This is the official guide for contributing to the seekcamera-python project.

This project was created in the spirit of growing the Seek Thermal software ecosystem in an organic, positive way. Anyone wishing to contribute to the project should read this document first.

What we are looking for

All kinds of things! We are always looking for contributions.

Find an issue, think of a new feature, or have an improvement? We courage you to submit a pull request. Not a developer? We like help with testing and documentation too.

Note on authoring changes

We use the Developer Certificate of Origin (DCO) in lieu of a Contributor License Agreement for all contributions to Seek Thermal’s open source projects. Please make sure you understand the terms of the DCO before contributiing.

Versioning

We use a three digit versioning scheme. At the moment, there is not a set release cadence -- as this project grows, we will consider setting one.

[major].[minor].[patch]

Releases generally increment the minor version number. The major version number is only incremented for major changes. The patch version number is incremented for patched releases that do not introduce new features.

Branching

The top-of-tree branch is main. Release tags are created on this branch.

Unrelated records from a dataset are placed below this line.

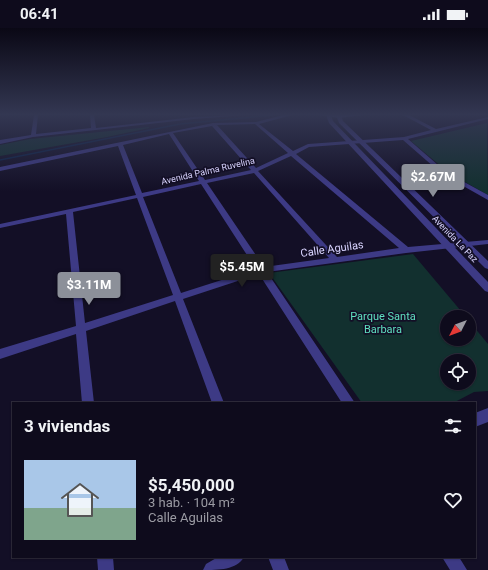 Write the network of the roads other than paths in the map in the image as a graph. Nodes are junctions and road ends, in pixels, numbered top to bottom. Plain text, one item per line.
1 (135, 140) edge
2 (175, 140) edge
3 (227, 140) edge
4 (277, 140) edge
5 (361, 140) edge
6 (392, 140) edge
7 (406, 140) edge
8 (350, 142) junction
9 (364, 143) junction
10 (120, 144) junction
11 (293, 154) junction
12 (0, 169) edge
13 (254, 171) junction
14 (203, 182) junction
15 (139, 196) junction
16 (488, 198) edge
17 (68, 211) junction
18 (0, 226) edge
19 (488, 242) edge
20 (466, 245) junction
21 (448, 247) junction
22 (406, 250) junction
23 (335, 260) junction
24 (488, 266) edge
25 (262, 270) junction
26 (488, 288) edge
27 (178, 297) junction
28 (81, 328) junction
29 (0, 354) edge
30 (88, 402) edge
31 (218, 402) edge
32 (348, 402) edge
33 (105, 558) edge
34 (233, 558) edge
35 (276, 558) edge
36 (451, 558) edge
37 (106, 570) edge
38 (212, 570) edge
39 (281, 570) edge
40 (459, 570) edge

1 - 10 street
2 - 14 street
3 - 13 street
4 - 11 street
5 - 9 street, Avenida La Paz
6 - 9 street, Avenida Palma Ruvelina
7 - 16 street
8 - 9 street, Avenida Palma Ruvelina
8 - 11 street, Avenida Palma Ruvelina
8 - 21 street, Avenida La Paz
9 - 20 street, Avenida La Paz
10 - 12 street
10 - 15 street
11 - 13 street, Avenida Palma Ruvelina
11 - 22 street
13 - 14 street, Avenida Palma Ruvelina
13 - 23 street
14 - 15 street, Avenida Palma Ruvelina
14 - 25 street
15 - 17 street, Avenida Palma Ruvelina
15 - 27 street
17 - 18 street, Avenida Palma Ruvelina
17 - 28 street
19 - 20 street, Calle Aguilas
20 - 21 street, Calle Aguilas
20 - 24 street, Avenida La Paz
21 - 22 street, Calle Aguilas
21 - 26 street, Avenida La Paz
22 - 23 street, Calle Aguilas
23 - 25 street, Calle Aguilas
25 - 27 street, Calle Aguilas
25 - 32 street
27 - 28 street, Calle Aguilas
27 - 31 street
28 - 29 street, Calle Aguilas
28 - 30 street
33 - 37 street
34 - 38 street
35 - 39 street
36 - 40 street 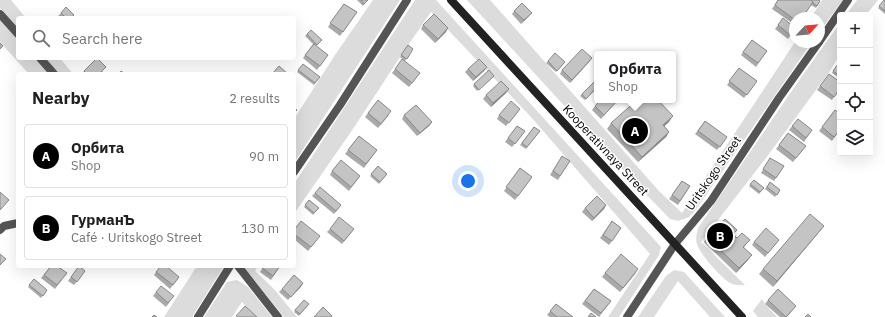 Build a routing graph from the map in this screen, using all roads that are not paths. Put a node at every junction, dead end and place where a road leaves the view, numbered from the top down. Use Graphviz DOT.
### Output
graph roads {
  1 [pos="407,0"];
  2 [pos="451,0"];
  3 [pos="848,0"];
  4 [pos="0,14"];
  5 [pos="16,32"];
  6 [pos="825,33"];
  7 [pos="815,48"];
  8 [pos="42,60"];
  9 [pos="52,72"];
  10 [pos="296,169"];
  11 [pos="16,223"];
  12 [pos="0,230"];
  13 [pos="675,244"];
  14 [pos="229,268"];
  15 [pos="240,268"];
  16 [pos="198,317"];
  17 [pos="278,317"];
  18 [pos="627,317"];
  19 [pos="742,317"];
  1 -- 10 [label="street"];
  2 -- 13 [label="street, Kooperativnaya Street"];
  3 -- 6 [label="street, Uritskogo Street"];
  4 -- 5 [label="street"];
  7 -- 13 [label="street, Uritskogo Street"];
  8 -- 9 [label="street"];
  11 -- 12 [label="street"];
  13 -- 18 [label="street, Uritskogo Street"];
  13 -- 19 [label="street, Kooperativnaya Street"];
  14 -- 16 [label="street"];
  15 -- 17 [label="street"];
} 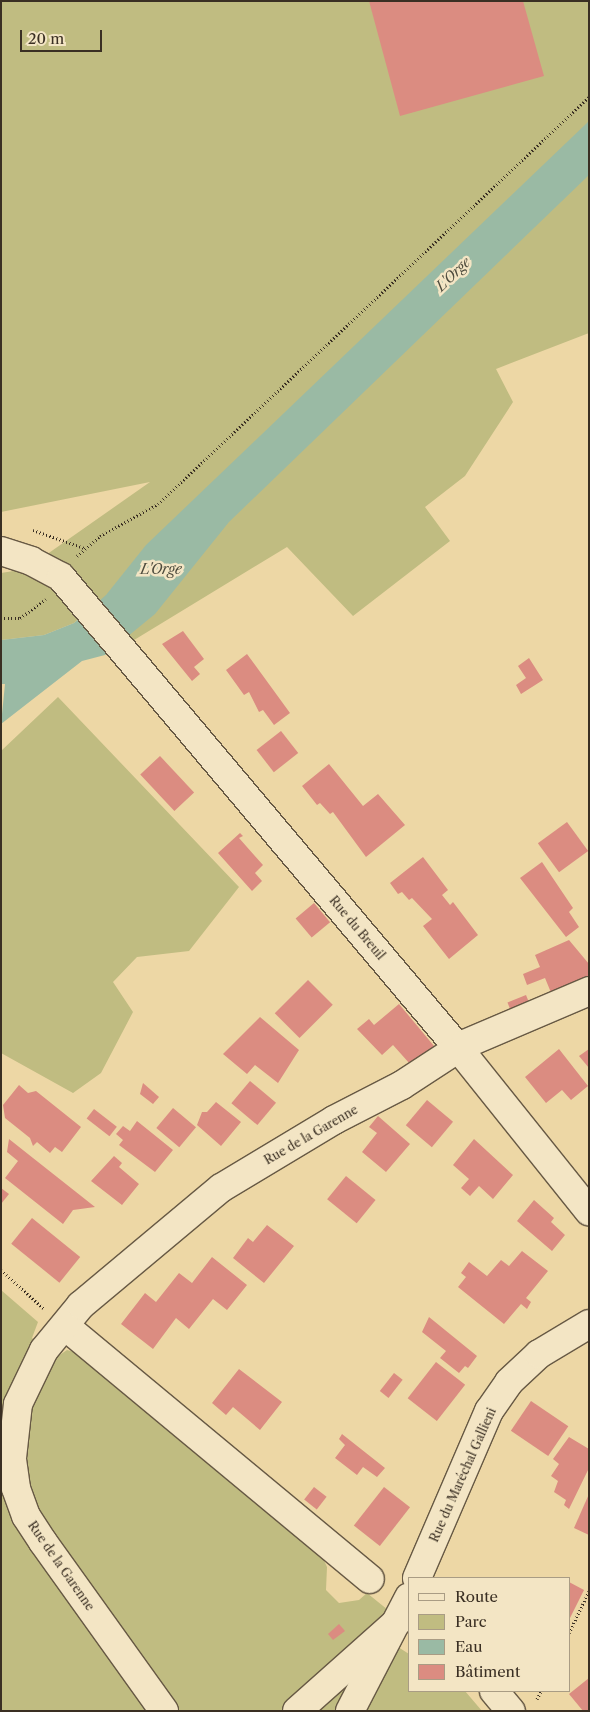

If you are submitting a pull request, please submit it to main.

Creating a branch

The first step in making a code change is to create a new branch.

# Use main as the starting branch
git checkout main

# Create a branch
git checkout -b feature-my-change

Making commits

Commit messages should be clear and use imperative language.

Note that we use the Protobot DCO GitHub app to check for DCO signoffs of every commit. The Protobot DCO app will provide instructions on how to ammend your commits if it catches an issue; to stay ahead of the curve please sign all commits with the -s flag.

git commit -s

Keeping the branch up to date

The starting branch may change while making a change. If you have a long lived branch, it is recommended to keep it up to date. Use no fast-forward merging to create a merge commit.

git pull

git checkout feature-my-change

git merge --no-ff origin/main

Pushing to the remote

git push -u origin feature-my-change

Pull requests

The mechanism to get a code change merged is via pull requests (PRs). The following guidelines should be followed when submitting a PR:

  • Clear and imperative description of what is being changed and why
    • This helps save time in reviewing; it also helps others navigate the history.
  • Doc strings for public methods
    • This is how we document our APIs.
  • Testing of all sample applications
    • We require all changes be thoroughly tested before submitting a PR. We understand that you may have limited hardware -- that is okay. Test with what you have and let us know what tests were run and on what hardware.
  • Any additional unit testing
    • We are always thrilled to see more tests!
  • Passing of all CI actions
    • GitHub will warn you in the PR page if any fail.
  • Sign off all commits as in compliance with the DCO
  • No merge conflicts
    • If you are unsure of how to resolve a conflict we can help.

Style guide

We use black for code formatting. One of the GitHub Actions will check formatting when opening a PR.

# Install black
pip3 install black

# Run black in the current directory
black .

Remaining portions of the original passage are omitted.